● **Action item**
If a line in the listing below contains "between", return that line.
Start of Exercise data
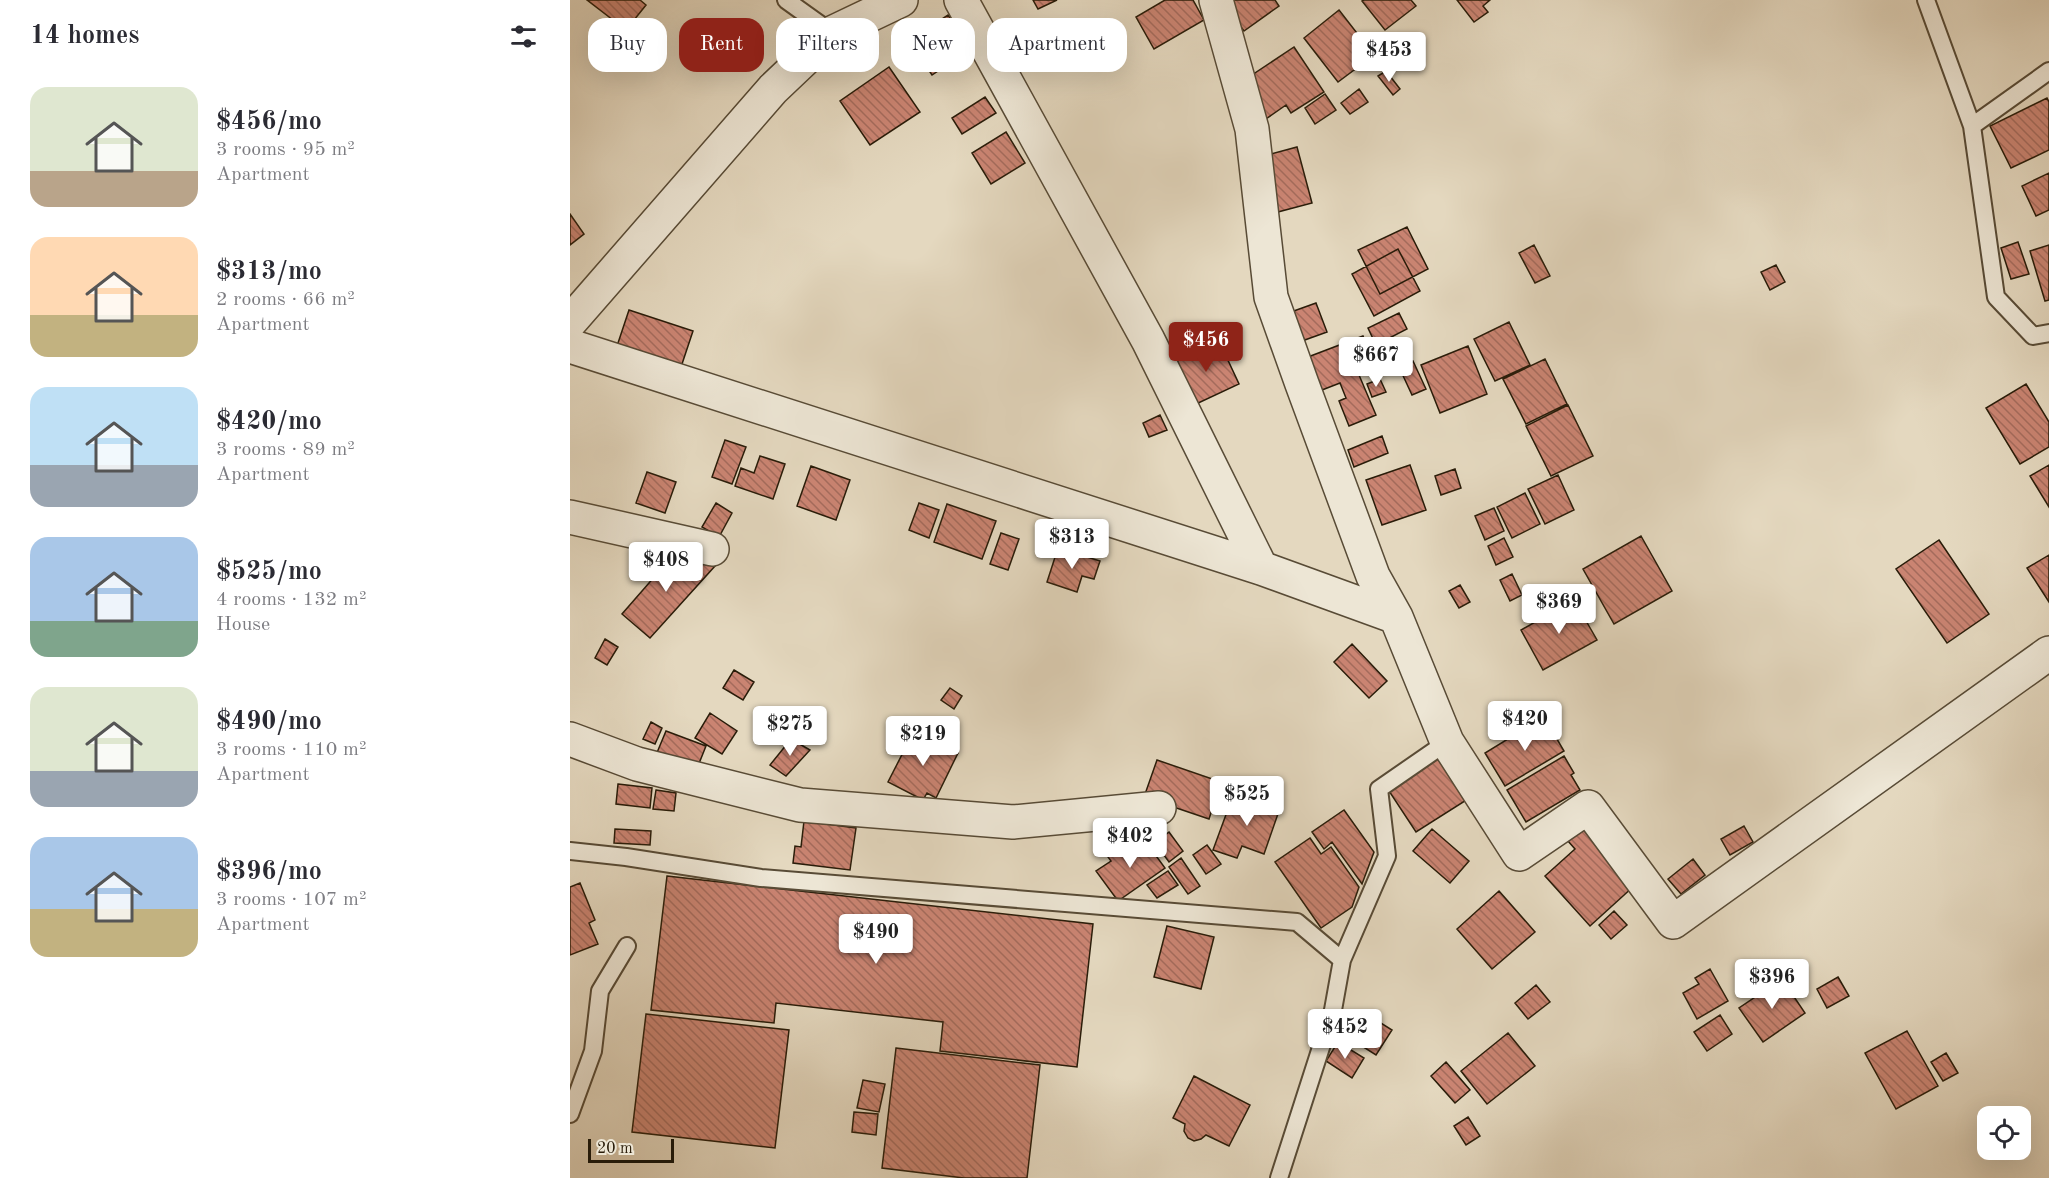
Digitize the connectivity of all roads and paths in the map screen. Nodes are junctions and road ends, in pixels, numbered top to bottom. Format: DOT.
End of Exercise data
Start of Exercise data
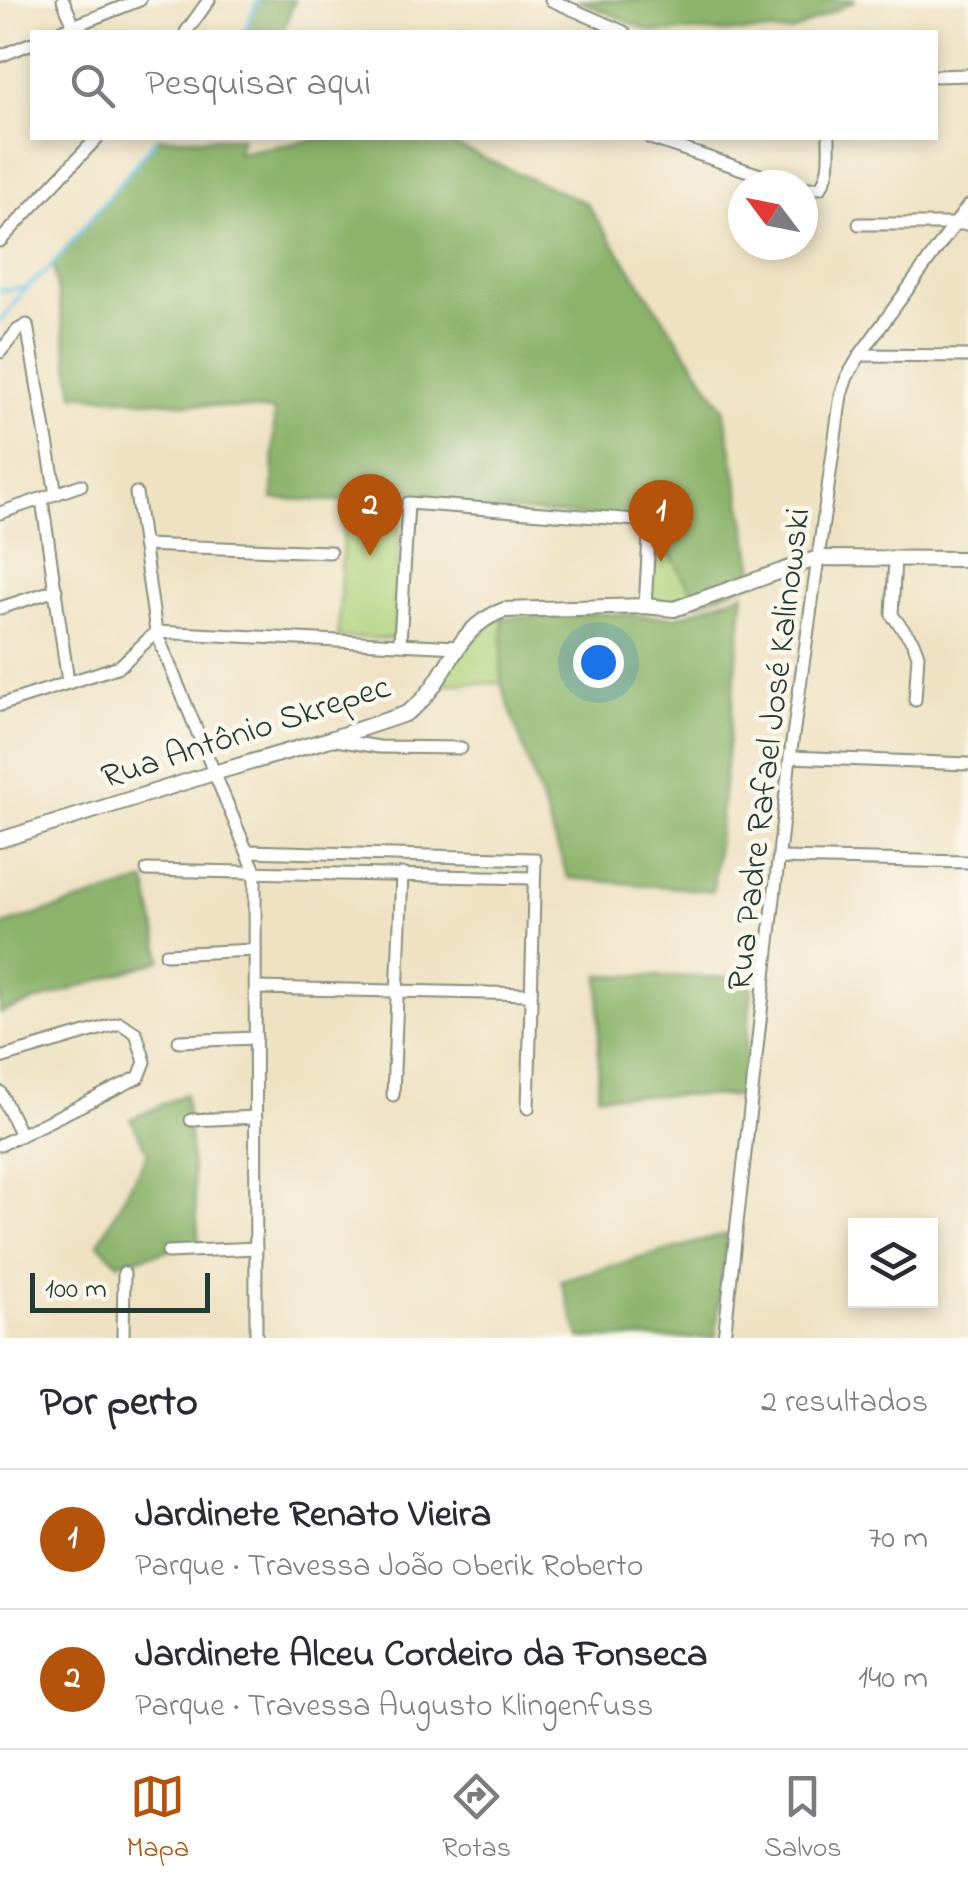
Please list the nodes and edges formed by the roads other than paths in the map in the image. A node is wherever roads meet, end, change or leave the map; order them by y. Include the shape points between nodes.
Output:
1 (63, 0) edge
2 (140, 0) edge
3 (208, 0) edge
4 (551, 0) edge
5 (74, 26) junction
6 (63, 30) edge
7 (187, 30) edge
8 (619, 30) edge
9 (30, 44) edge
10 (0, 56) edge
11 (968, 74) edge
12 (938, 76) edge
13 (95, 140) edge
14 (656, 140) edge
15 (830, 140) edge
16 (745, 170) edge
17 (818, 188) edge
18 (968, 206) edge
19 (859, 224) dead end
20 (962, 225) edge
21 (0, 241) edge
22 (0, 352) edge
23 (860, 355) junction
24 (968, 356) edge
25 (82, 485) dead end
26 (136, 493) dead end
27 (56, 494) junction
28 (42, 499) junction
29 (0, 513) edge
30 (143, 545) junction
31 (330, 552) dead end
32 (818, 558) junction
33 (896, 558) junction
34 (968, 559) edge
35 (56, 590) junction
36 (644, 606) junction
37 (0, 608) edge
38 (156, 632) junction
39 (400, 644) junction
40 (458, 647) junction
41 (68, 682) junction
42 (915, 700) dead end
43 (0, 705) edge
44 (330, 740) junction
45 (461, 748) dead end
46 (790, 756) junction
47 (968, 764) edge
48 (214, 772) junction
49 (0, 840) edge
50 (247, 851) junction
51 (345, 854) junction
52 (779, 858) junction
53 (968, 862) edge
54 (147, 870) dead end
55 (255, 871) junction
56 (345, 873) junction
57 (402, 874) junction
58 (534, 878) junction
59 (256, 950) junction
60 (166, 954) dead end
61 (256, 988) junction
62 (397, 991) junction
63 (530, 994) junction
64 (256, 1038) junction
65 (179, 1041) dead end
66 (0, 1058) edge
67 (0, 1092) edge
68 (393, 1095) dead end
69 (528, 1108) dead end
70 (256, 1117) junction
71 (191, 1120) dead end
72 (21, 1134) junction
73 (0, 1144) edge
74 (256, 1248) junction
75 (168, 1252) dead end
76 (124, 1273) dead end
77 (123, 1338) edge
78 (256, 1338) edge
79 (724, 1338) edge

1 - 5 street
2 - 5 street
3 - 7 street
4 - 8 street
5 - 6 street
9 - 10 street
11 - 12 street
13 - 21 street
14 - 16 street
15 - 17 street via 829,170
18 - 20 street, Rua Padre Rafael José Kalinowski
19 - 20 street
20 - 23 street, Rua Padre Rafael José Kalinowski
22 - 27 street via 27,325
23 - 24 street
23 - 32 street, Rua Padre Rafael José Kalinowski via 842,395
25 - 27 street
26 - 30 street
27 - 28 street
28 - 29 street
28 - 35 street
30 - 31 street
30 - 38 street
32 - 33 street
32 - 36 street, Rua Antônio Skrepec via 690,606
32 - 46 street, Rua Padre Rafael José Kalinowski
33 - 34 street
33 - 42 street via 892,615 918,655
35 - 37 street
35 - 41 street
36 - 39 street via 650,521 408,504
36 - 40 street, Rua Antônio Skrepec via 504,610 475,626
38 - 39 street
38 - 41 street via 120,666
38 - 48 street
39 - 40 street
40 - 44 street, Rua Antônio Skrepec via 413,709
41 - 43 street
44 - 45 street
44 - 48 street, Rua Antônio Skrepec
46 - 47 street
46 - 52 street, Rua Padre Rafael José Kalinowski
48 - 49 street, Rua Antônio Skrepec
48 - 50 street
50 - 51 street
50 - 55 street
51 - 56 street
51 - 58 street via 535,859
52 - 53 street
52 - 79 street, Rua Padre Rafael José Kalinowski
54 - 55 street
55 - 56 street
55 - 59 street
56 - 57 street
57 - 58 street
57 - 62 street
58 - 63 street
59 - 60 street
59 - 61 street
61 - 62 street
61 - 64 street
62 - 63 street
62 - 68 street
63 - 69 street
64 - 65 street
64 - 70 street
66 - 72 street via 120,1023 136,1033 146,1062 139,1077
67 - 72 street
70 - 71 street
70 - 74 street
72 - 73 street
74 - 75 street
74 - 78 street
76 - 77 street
End of Exercise data
Start of Exercise data
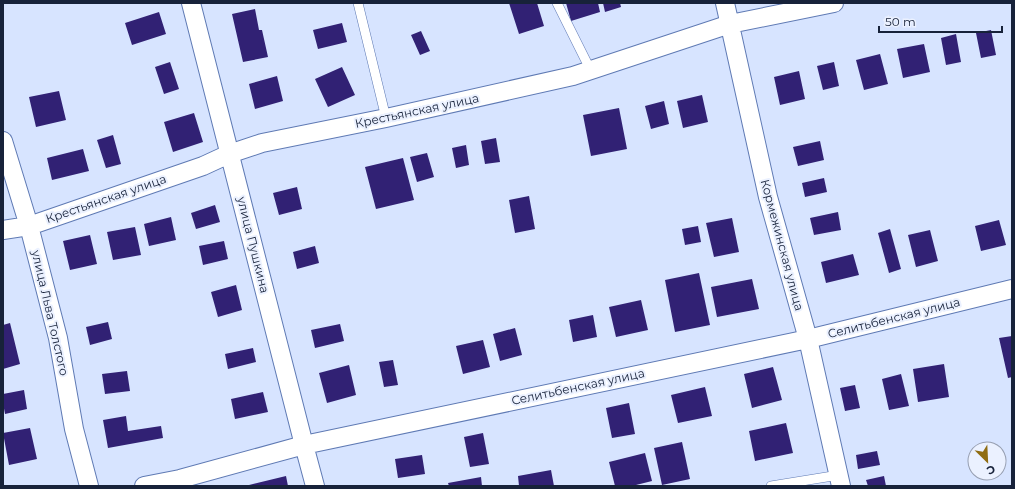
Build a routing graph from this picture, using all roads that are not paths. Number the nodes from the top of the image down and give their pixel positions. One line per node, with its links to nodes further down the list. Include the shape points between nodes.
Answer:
End of Exercise data
● **Answer below**
Please list the nodes and edges formed by the roads other than paths in the map in the image. A node is wherever roads meet, end, change or leave the map; order them by y. Include the shape points between nodes.
Build a routing graph from this picture, using all roads that are not paths. Number the nodes from the top of the image down and give their pixel positions. One line per node, with its links to nodes further down the list. Include the shape points between nodes.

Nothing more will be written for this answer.